■ **Data extracts**:
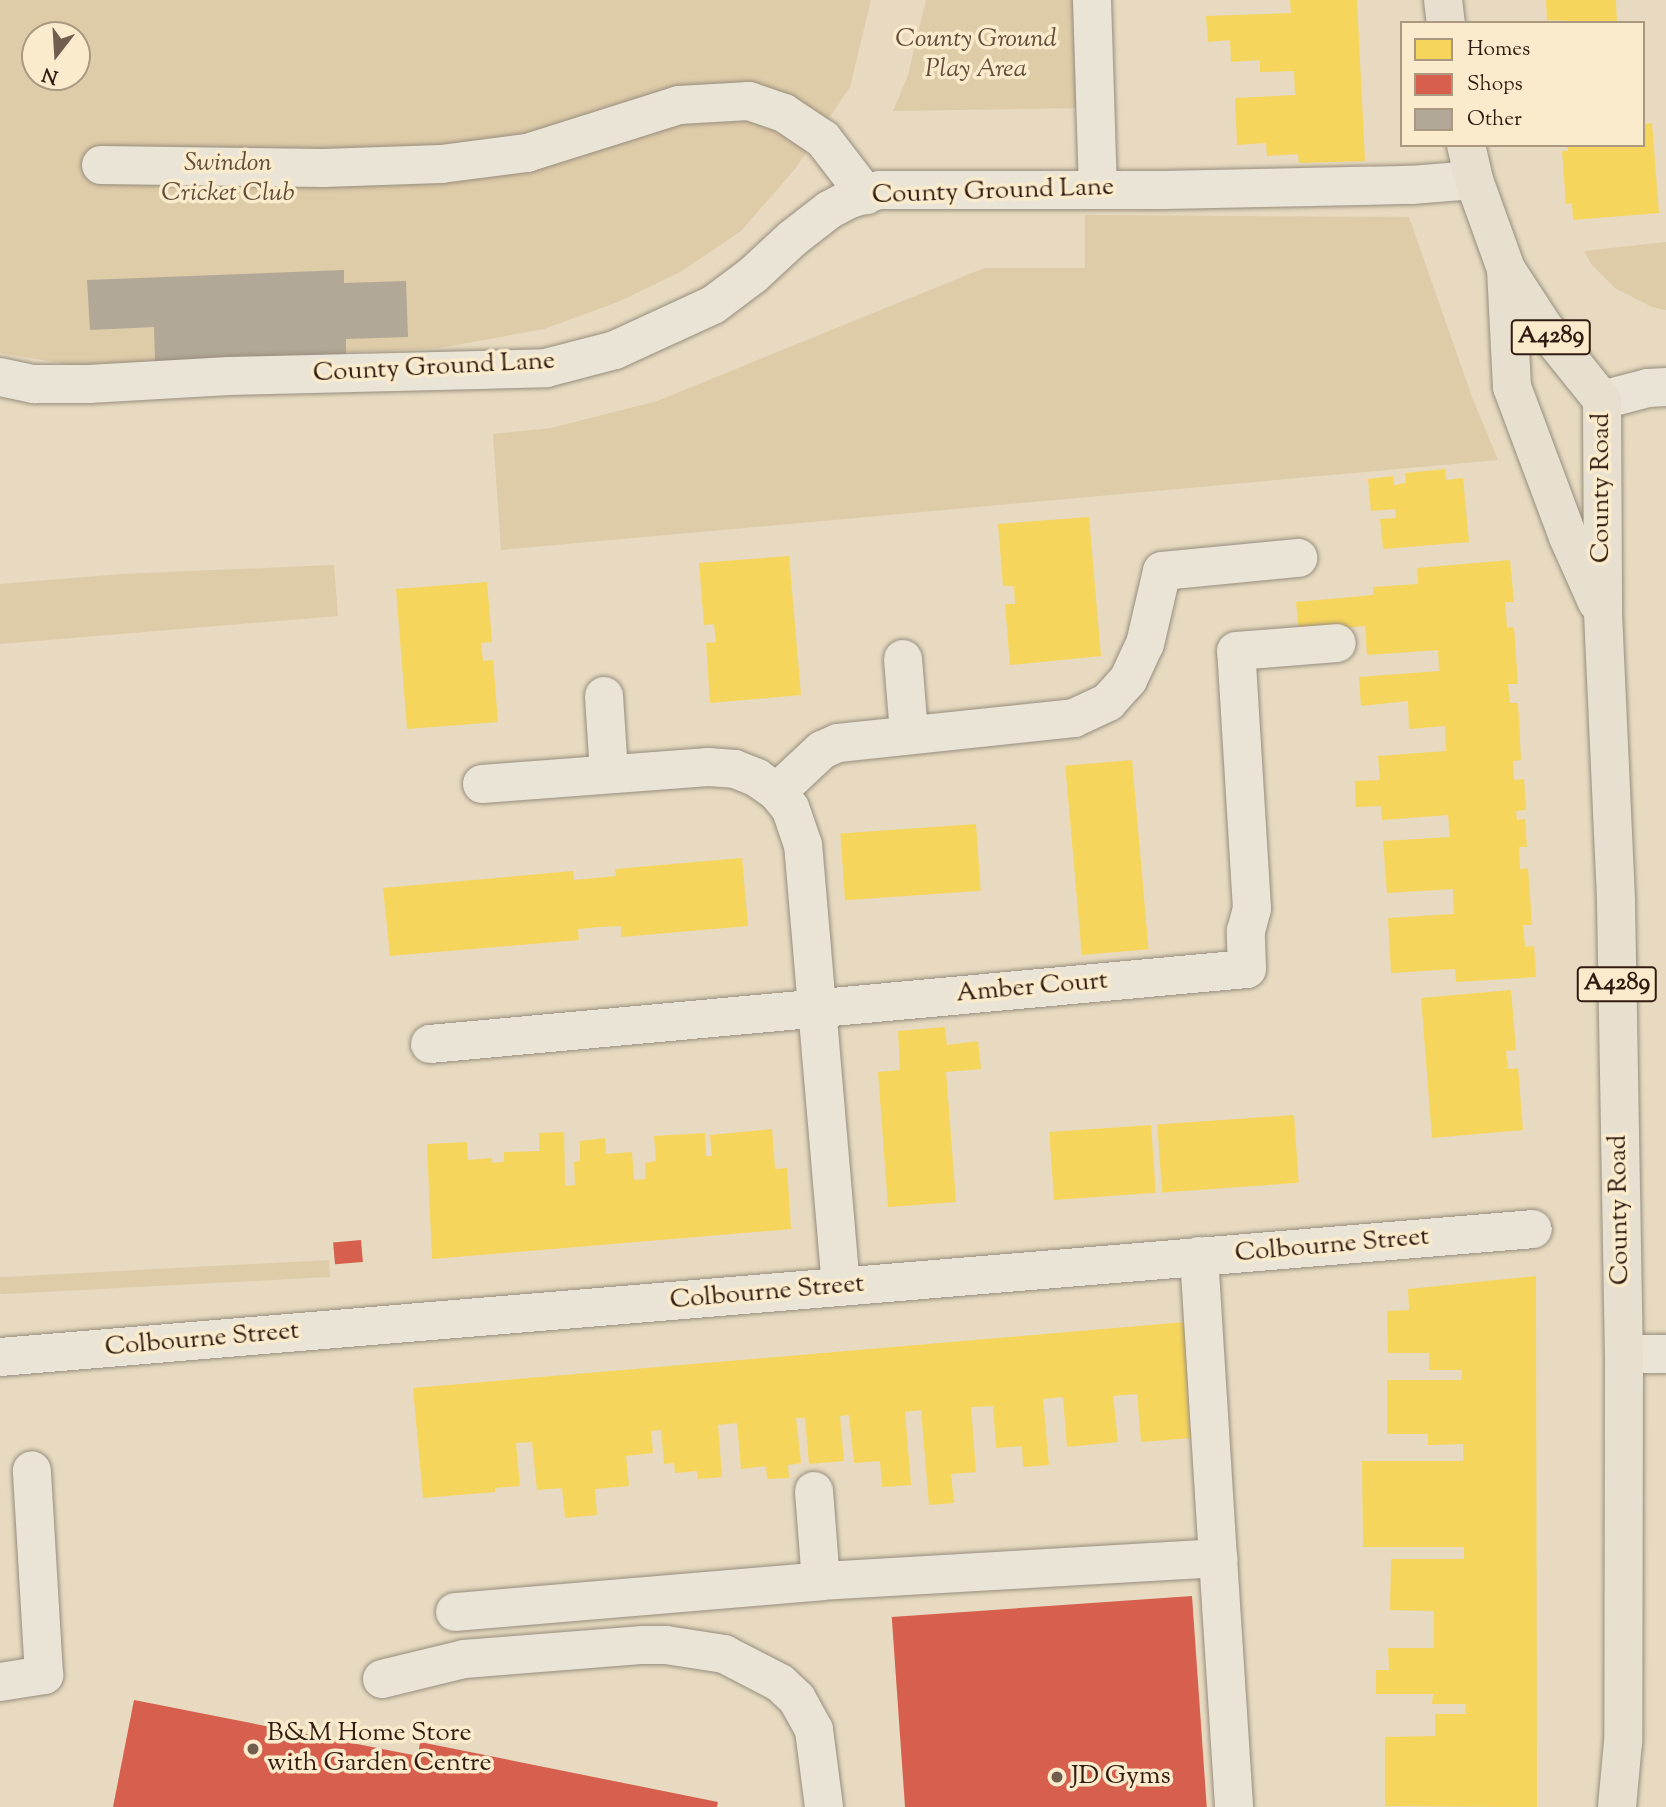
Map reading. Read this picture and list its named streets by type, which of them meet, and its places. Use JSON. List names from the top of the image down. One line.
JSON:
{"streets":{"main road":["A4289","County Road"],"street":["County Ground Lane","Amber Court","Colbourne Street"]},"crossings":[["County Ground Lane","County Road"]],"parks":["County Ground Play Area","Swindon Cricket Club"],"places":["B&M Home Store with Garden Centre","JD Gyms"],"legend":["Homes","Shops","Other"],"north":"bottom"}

==

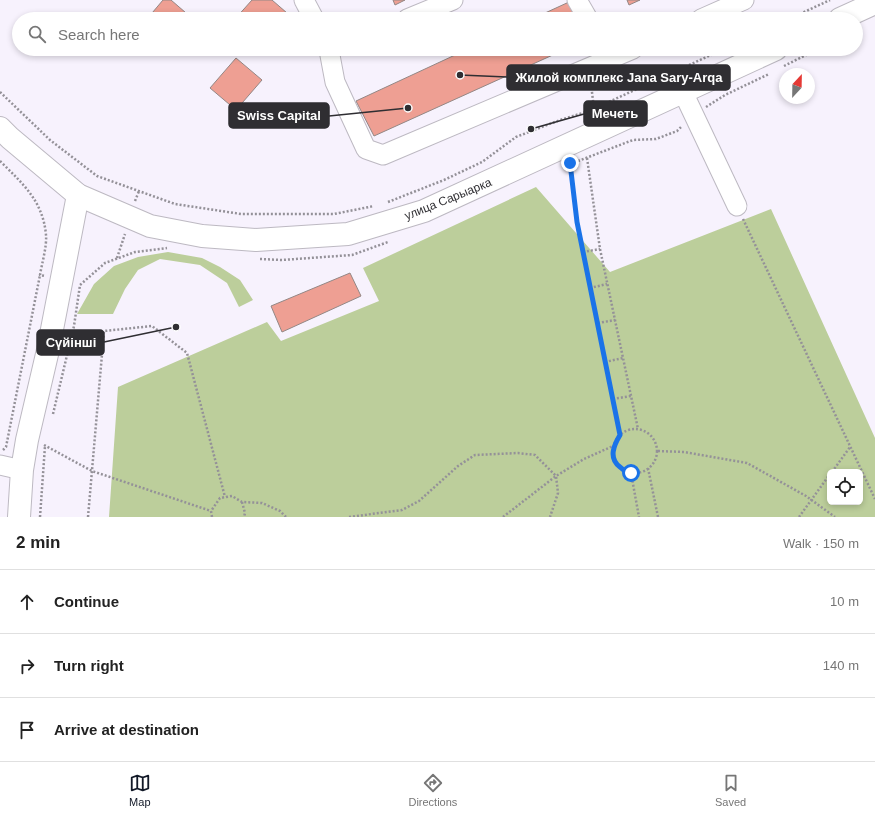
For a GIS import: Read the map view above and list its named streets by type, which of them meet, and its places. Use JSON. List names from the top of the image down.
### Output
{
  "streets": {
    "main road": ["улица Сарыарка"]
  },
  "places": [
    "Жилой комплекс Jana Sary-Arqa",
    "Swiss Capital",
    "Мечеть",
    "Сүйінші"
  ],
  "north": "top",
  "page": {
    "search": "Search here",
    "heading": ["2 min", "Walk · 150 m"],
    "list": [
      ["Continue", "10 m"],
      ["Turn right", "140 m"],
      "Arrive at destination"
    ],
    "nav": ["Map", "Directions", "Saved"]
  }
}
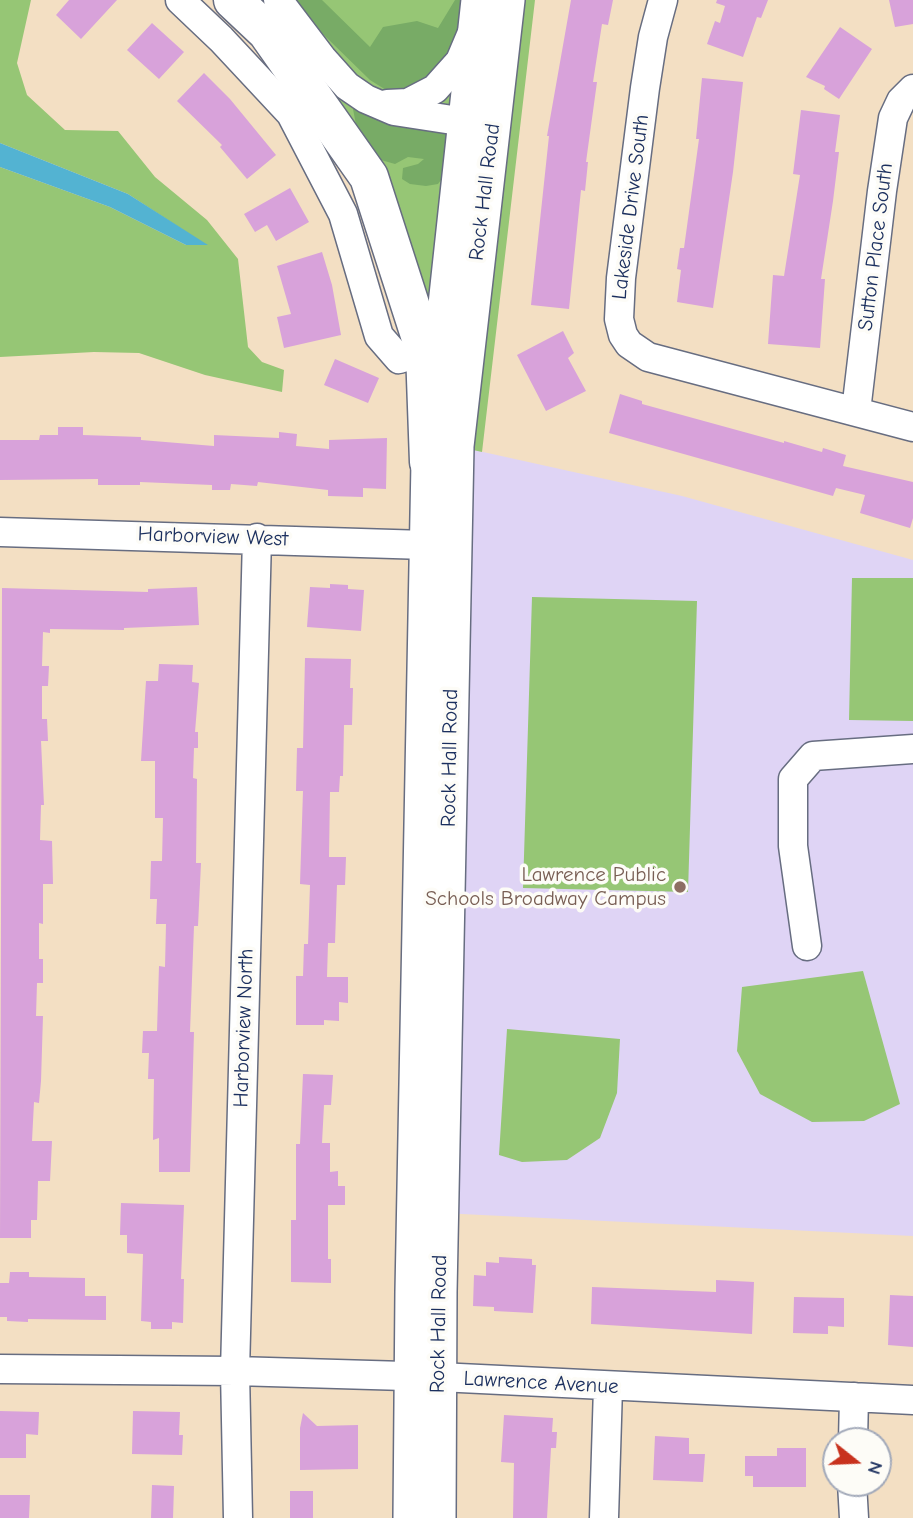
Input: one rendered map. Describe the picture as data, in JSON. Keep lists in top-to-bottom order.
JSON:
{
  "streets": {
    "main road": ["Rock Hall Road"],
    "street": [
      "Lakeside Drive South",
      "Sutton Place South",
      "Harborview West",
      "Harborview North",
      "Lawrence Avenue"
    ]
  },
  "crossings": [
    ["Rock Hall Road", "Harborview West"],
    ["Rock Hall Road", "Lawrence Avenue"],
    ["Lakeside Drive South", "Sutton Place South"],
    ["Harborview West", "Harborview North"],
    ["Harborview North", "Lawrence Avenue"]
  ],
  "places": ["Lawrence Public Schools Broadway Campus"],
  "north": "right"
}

---

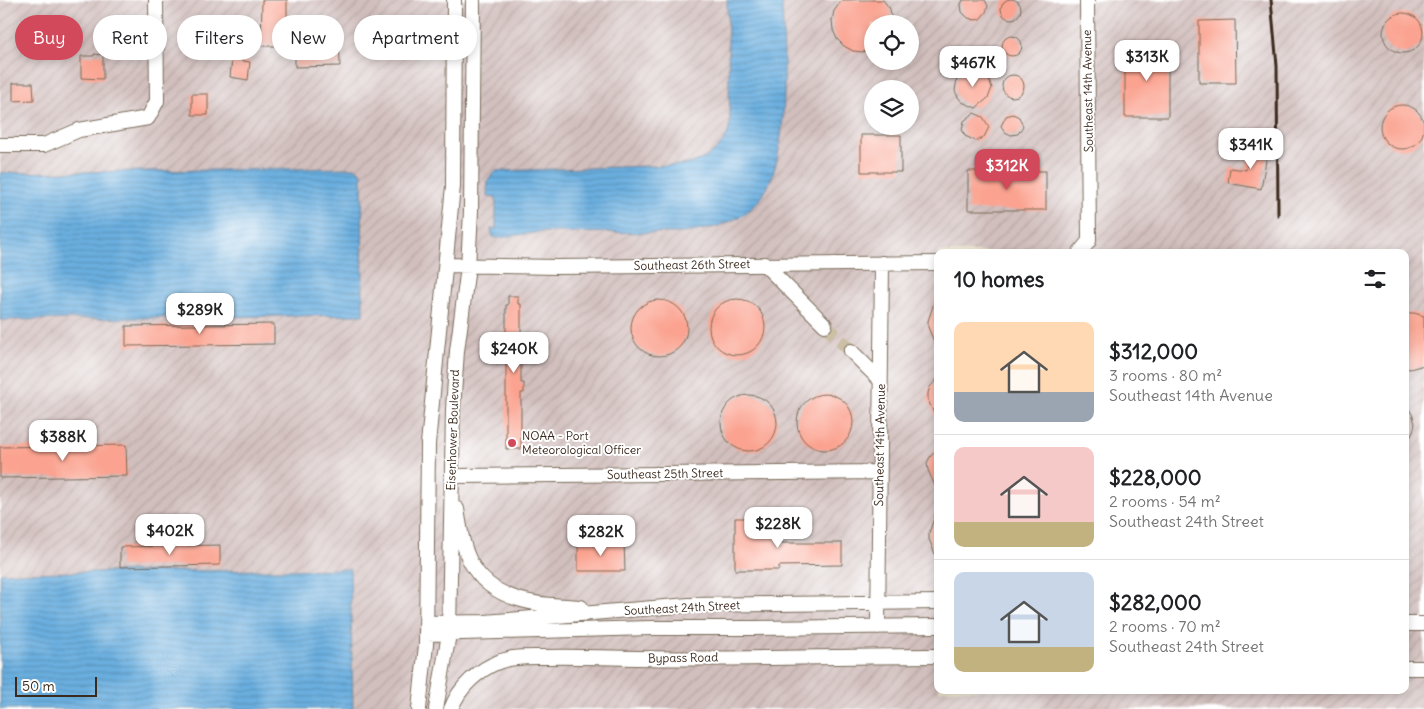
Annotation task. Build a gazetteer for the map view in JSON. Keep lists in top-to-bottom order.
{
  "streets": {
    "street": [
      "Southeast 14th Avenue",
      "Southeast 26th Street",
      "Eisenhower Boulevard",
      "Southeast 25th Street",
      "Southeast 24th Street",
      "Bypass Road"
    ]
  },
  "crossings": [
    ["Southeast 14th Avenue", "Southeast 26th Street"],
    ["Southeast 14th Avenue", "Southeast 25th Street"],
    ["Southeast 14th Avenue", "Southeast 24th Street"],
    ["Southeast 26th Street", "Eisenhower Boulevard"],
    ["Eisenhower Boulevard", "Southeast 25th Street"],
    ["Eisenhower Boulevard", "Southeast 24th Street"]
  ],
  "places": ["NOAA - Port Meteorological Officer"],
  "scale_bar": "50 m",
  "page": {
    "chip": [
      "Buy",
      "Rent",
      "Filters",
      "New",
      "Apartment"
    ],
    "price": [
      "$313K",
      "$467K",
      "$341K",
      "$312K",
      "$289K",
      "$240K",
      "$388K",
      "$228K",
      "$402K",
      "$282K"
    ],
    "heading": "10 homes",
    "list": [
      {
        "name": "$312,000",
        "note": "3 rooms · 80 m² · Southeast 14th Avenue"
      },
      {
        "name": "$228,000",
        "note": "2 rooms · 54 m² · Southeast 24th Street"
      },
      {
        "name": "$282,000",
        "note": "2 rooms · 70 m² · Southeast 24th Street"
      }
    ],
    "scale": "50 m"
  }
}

■ **Aim of the task**:
In the listing, return each line containing the string "from".

■ **Result of this exercise**:
Map reading. Read this picture and list its named streets by type, which of them meet, and its places. Use JSON. List names from the top of the image down. One line.
For a GIS import: Read the map view above and list its named streets by type, which of them meet, and its places. Use JSON. List names from the top of the image down.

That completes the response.